• [EXTRACTED RECORDS]
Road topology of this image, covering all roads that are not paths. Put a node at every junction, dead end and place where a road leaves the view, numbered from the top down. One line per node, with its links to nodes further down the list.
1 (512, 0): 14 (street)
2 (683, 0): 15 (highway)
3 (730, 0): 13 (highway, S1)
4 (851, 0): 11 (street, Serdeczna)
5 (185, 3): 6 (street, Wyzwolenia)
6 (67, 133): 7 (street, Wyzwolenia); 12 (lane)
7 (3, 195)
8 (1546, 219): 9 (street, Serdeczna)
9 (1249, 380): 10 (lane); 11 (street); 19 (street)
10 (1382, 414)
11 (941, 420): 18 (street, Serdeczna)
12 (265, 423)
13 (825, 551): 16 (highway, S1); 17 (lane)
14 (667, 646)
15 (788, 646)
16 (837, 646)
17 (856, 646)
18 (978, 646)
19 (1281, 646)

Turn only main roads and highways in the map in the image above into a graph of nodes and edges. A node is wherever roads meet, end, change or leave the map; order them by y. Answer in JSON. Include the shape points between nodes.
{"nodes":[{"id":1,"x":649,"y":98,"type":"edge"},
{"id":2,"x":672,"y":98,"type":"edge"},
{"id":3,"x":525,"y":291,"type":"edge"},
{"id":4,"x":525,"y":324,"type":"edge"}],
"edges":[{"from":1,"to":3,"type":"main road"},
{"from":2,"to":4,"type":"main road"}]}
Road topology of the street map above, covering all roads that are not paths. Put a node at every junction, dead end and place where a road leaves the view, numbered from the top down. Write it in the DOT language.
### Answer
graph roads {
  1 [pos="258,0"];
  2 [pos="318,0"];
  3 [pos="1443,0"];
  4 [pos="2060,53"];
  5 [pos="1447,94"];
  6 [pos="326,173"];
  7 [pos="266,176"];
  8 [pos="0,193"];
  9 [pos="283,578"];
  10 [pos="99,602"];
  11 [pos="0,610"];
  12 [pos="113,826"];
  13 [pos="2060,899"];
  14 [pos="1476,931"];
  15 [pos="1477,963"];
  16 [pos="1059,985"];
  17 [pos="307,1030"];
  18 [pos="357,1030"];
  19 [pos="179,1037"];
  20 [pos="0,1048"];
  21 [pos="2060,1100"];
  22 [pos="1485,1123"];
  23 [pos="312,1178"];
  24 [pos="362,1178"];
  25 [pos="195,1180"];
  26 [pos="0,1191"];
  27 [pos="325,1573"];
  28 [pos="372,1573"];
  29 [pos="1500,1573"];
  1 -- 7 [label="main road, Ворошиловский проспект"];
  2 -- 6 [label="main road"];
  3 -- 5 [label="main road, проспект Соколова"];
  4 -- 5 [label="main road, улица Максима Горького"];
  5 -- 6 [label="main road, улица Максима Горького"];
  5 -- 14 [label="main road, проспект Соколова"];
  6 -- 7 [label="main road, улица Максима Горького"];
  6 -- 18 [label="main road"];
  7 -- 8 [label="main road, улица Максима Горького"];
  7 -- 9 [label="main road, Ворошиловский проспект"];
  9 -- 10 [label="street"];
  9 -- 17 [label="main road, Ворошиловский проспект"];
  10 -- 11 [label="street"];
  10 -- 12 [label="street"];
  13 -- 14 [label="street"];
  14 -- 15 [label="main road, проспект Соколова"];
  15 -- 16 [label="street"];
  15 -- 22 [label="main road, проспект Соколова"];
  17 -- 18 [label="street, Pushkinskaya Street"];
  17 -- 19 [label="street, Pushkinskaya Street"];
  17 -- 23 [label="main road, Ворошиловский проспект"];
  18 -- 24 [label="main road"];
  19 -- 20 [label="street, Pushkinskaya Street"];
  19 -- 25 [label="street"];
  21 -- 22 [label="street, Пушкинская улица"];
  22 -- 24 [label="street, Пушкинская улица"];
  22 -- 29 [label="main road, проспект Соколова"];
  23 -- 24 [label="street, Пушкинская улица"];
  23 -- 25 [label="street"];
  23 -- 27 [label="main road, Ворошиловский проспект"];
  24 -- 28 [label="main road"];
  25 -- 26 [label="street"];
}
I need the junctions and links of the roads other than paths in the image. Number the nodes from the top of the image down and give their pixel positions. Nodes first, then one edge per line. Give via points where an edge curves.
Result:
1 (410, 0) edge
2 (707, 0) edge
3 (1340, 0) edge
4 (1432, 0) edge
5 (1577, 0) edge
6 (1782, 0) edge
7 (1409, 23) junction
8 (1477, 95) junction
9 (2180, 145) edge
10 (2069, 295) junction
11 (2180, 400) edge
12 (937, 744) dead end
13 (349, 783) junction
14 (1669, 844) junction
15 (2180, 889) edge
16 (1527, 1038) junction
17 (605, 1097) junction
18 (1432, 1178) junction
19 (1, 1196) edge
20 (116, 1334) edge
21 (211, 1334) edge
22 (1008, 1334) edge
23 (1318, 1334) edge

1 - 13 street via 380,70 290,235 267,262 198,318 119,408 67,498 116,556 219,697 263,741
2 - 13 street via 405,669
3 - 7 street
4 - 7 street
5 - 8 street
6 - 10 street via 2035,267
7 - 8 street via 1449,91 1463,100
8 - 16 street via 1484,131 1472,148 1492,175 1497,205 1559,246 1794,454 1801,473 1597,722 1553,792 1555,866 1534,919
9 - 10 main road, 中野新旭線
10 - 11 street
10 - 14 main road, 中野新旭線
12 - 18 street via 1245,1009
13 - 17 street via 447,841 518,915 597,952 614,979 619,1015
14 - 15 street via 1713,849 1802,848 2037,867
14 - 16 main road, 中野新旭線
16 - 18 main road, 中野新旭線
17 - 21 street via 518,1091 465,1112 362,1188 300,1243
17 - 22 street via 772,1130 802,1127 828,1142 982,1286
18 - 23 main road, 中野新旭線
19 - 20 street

• [YOUR OBJECTIVE] Return each entry exactly. Leave none out.

• [FINAL ANSWER]
Road topology of this image, covering all roads that are not paths. Put a node at every junction, dead end and place where a road leaves the view, numbered from the top down. One line per node, with its links to nodes further down the list.
1 (512, 0): 14 (street)
2 (683, 0): 15 (highway)
3 (730, 0): 13 (highway, S1)
4 (851, 0): 11 (street, Serdeczna)
5 (185, 3): 6 (street, Wyzwolenia)
6 (67, 133): 7 (street, Wyzwolenia); 12 (lane)
7 (3, 195)
8 (1546, 219): 9 (street, Serdeczna)
9 (1249, 380): 10 (lane); 11 (street); 19 (street)
10 (1382, 414)
11 (941, 420): 18 (street, Serdeczna)
12 (265, 423)
13 (825, 551): 16 (highway, S1); 17 (lane)
14 (667, 646)
15 (788, 646)
16 (837, 646)
17 (856, 646)
18 (978, 646)
19 (1281, 646)

Turn only main roads and highways in the map in the image above into a graph of nodes and edges. A node is wherever roads meet, end, change or leave the map; order them by y. Answer in JSON. Include the shape points between nodes.
{"nodes":[{"id":1,"x":649,"y":98,"type":"edge"},
{"id":2,"x":672,"y":98,"type":"edge"},
{"id":3,"x":525,"y":291,"type":"edge"},
{"id":4,"x":525,"y":324,"type":"edge"}],
"edges":[{"from":1,"to":3,"type":"main road"},
{"from":2,"to":4,"type":"main road"}]}
Road topology of the street map above, covering all roads that are not paths. Put a node at every junction, dead end and place where a road leaves the view, numbered from the top down. Write it in the DOT language.
### Answer
graph roads {
  1 [pos="258,0"];
  2 [pos="318,0"];
  3 [pos="1443,0"];
  4 [pos="2060,53"];
  5 [pos="1447,94"];
  6 [pos="326,173"];
  7 [pos="266,176"];
  8 [pos="0,193"];
  9 [pos="283,578"];
  10 [pos="99,602"];
  11 [pos="0,610"];
  12 [pos="113,826"];
  13 [pos="2060,899"];
  14 [pos="1476,931"];
  15 [pos="1477,963"];
  16 [pos="1059,985"];
  17 [pos="307,1030"];
  18 [pos="357,1030"];
  19 [pos="179,1037"];
  20 [pos="0,1048"];
  21 [pos="2060,1100"];
  22 [pos="1485,1123"];
  23 [pos="312,1178"];
  24 [pos="362,1178"];
  25 [pos="195,1180"];
  26 [pos="0,1191"];
  27 [pos="325,1573"];
  28 [pos="372,1573"];
  29 [pos="1500,1573"];
  1 -- 7 [label="main road, Ворошиловский проспект"];
  2 -- 6 [label="main road"];
  3 -- 5 [label="main road, проспект Соколова"];
  4 -- 5 [label="main road, улица Максима Горького"];
  5 -- 6 [label="main road, улица Максима Горького"];
  5 -- 14 [label="main road, проспект Соколова"];
  6 -- 7 [label="main road, улица Максима Горького"];
  6 -- 18 [label="main road"];
  7 -- 8 [label="main road, улица Максима Горького"];
  7 -- 9 [label="main road, Ворошиловский проспект"];
  9 -- 10 [label="street"];
  9 -- 17 [label="main road, Ворошиловский проспект"];
  10 -- 11 [label="street"];
  10 -- 12 [label="street"];
  13 -- 14 [label="street"];
  14 -- 15 [label="main road, проспект Соколова"];
  15 -- 16 [label="street"];
  15 -- 22 [label="main road, проспект Соколова"];
  17 -- 18 [label="street, Pushkinskaya Street"];
  17 -- 19 [label="street, Pushkinskaya Street"];
  17 -- 23 [label="main road, Ворошиловский проспект"];
  18 -- 24 [label="main road"];
  19 -- 20 [label="street, Pushkinskaya Street"];
  19 -- 25 [label="street"];
  21 -- 22 [label="street, Пушкинская улица"];
  22 -- 24 [label="street, Пушкинская улица"];
  22 -- 29 [label="main road, проспект Соколова"];
  23 -- 24 [label="street, Пушкинская улица"];
  23 -- 25 [label="street"];
  23 -- 27 [label="main road, Ворошиловский проспект"];
  24 -- 28 [label="main road"];
  25 -- 26 [label="street"];
}
I need the junctions and links of the roads other than paths in the image. Number the nodes from the top of the image down and give their pixel positions. Nodes first, then one edge per line. Give via points where an edge curves.
Result:
1 (410, 0) edge
2 (707, 0) edge
3 (1340, 0) edge
4 (1432, 0) edge
5 (1577, 0) edge
6 (1782, 0) edge
7 (1409, 23) junction
8 (1477, 95) junction
9 (2180, 145) edge
10 (2069, 295) junction
11 (2180, 400) edge
12 (937, 744) dead end
13 (349, 783) junction
14 (1669, 844) junction
15 (2180, 889) edge
16 (1527, 1038) junction
17 (605, 1097) junction
18 (1432, 1178) junction
19 (1, 1196) edge
20 (116, 1334) edge
21 (211, 1334) edge
22 (1008, 1334) edge
23 (1318, 1334) edge

1 - 13 street via 380,70 290,235 267,262 198,318 119,408 67,498 116,556 219,697 263,741
2 - 13 street via 405,669
3 - 7 street
4 - 7 street
5 - 8 street
6 - 10 street via 2035,267
7 - 8 street via 1449,91 1463,100
8 - 16 street via 1484,131 1472,148 1492,175 1497,205 1559,246 1794,454 1801,473 1597,722 1553,792 1555,866 1534,919
9 - 10 main road, 中野新旭線
10 - 11 street
10 - 14 main road, 中野新旭線
12 - 18 street via 1245,1009
13 - 17 street via 447,841 518,915 597,952 614,979 619,1015
14 - 15 street via 1713,849 1802,848 2037,867
14 - 16 main road, 中野新旭線
16 - 18 main road, 中野新旭線
17 - 21 street via 518,1091 465,1112 362,1188 300,1243
17 - 22 street via 772,1130 802,1127 828,1142 982,1286
18 - 23 main road, 中野新旭線
19 - 20 street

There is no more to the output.